13.11  The vehicles still remain detained at Chikurubi Police Camp and I must state that they are in a state of continual degeneration and depreciation which I am advised is not the object of liquidation and seizure of assets.

13.12  The 1st Respondent referred me to the 2nd Respondent to make representation for the release of motor vehicles.

13.13  I have not had any positive response from the 2nd Respondent to my letter attached as “C”, thus I now approach this Honourable Court seeking relief in terms of the draft.”

14     It will be noted that in that affidavit, that Mr Watyoka:

14.1      points out that the companies were placed into “voluntary liquidation.”  There can be no question, therefore, of there having been no grounds for liquidation;

14.2      points out that the liquidator, with the supervision of the Master successfully undertook and completed the liquidation of ENG group of companies.  He states that the assets satisfactorily liquidated all the debts;

14.3      he confirms that the final liquidation and distribution account was approved without any objections and that assets in excess of the liquidation requirements were duly returned by the liquidator to the directors of ENG Capital Investments;

14.4      There is nowhere in his affidavit where he refers to any improper disposition of the assets of the liquidated companies.                      

15       Any proceedings would be against the liquidator and would not affect any innocent third parties who purchased the shares let alone the shareholders of Interfin who came into the picture eight years later.

16       Reference has been made to shares having been acquired by influential politicians.  In one of the articles posted on the internet, reference was made of the shares having been acquired by Network Investments (Private) Limited and Kwangwari Enterprises (Private) Limited.  Our search at the Companies Office revealed that there is no evidence of registration of a company known as Kwangwari Enterprises (Private) Limited. 

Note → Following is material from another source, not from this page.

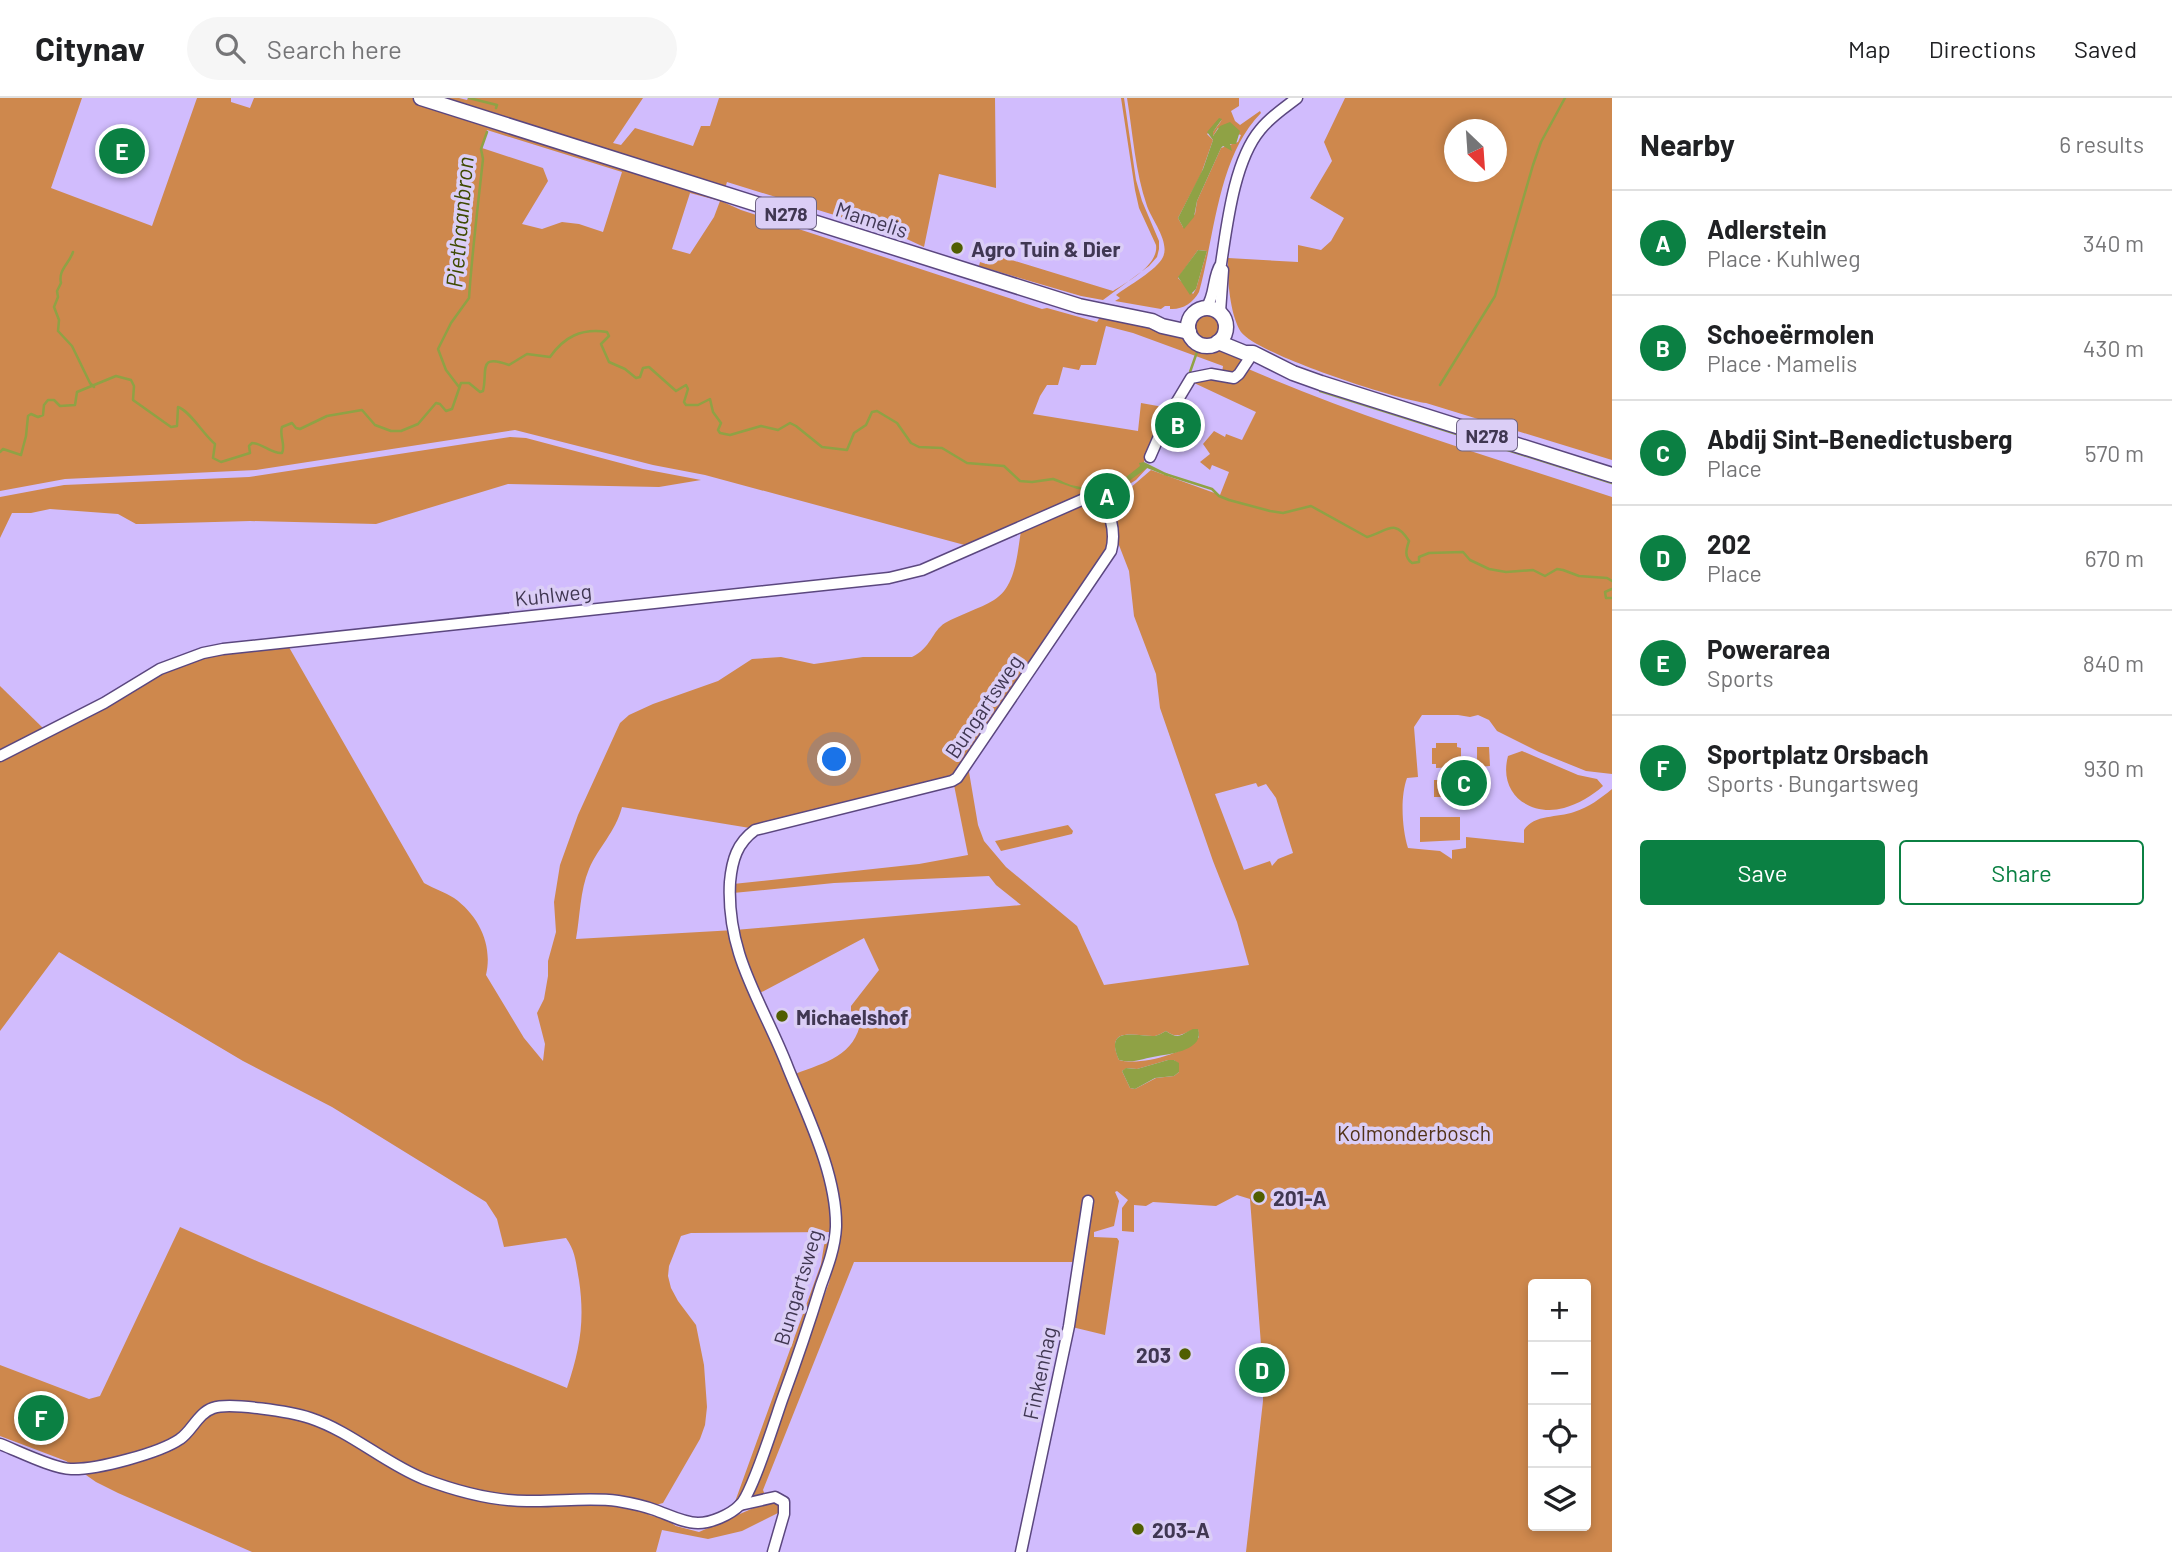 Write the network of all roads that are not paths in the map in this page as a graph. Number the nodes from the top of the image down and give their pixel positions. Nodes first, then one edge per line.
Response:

However, Network Investments (Private) Limited is registered as company number 3717 of 1990 incorporated on the 24th October 1990.  Its registered office is Ernst & Young Consultants (Private) Limited, Level 4 Angwa City, Julius Nyerere Way/Kwame Nkrumah Avenue.  Its directors are given as Rachel Pfungwa Kupara and Fatima Khalil Khan.  The two are professional people who are well known in business circles in Zimbabwe.  Their political involvement, if it exists, is unknown.  We have no hesitation in pointing out that designation of them as influential political actors is manifestly incorrect.

17       In all the circumstances, until such time as the disposal by the liquidator which was judicially confirmed in sense that it will have been confirmed by the High Court or by the Master of the High Court is set aside, no basis in law exists for alleging that the acquisition of the assets sold by the liquidator was unlawful.  Even further from such allegation would be the acquisition by third parties coming several years after the disposal by the liquidator.

18       In all circumstances, there appears to be no justification or substance in the allegations made against Interfin Merchant Bank, Farai Rwodzi or other directors of Interfin Merchant Bank.

19       We advise accordingly. 

Yours faithfully 

Sternford Moyo, B.L. (Hons) LL.B (Distinction), Senior Partner, Scanlen & Holderness Solicitors since 1894.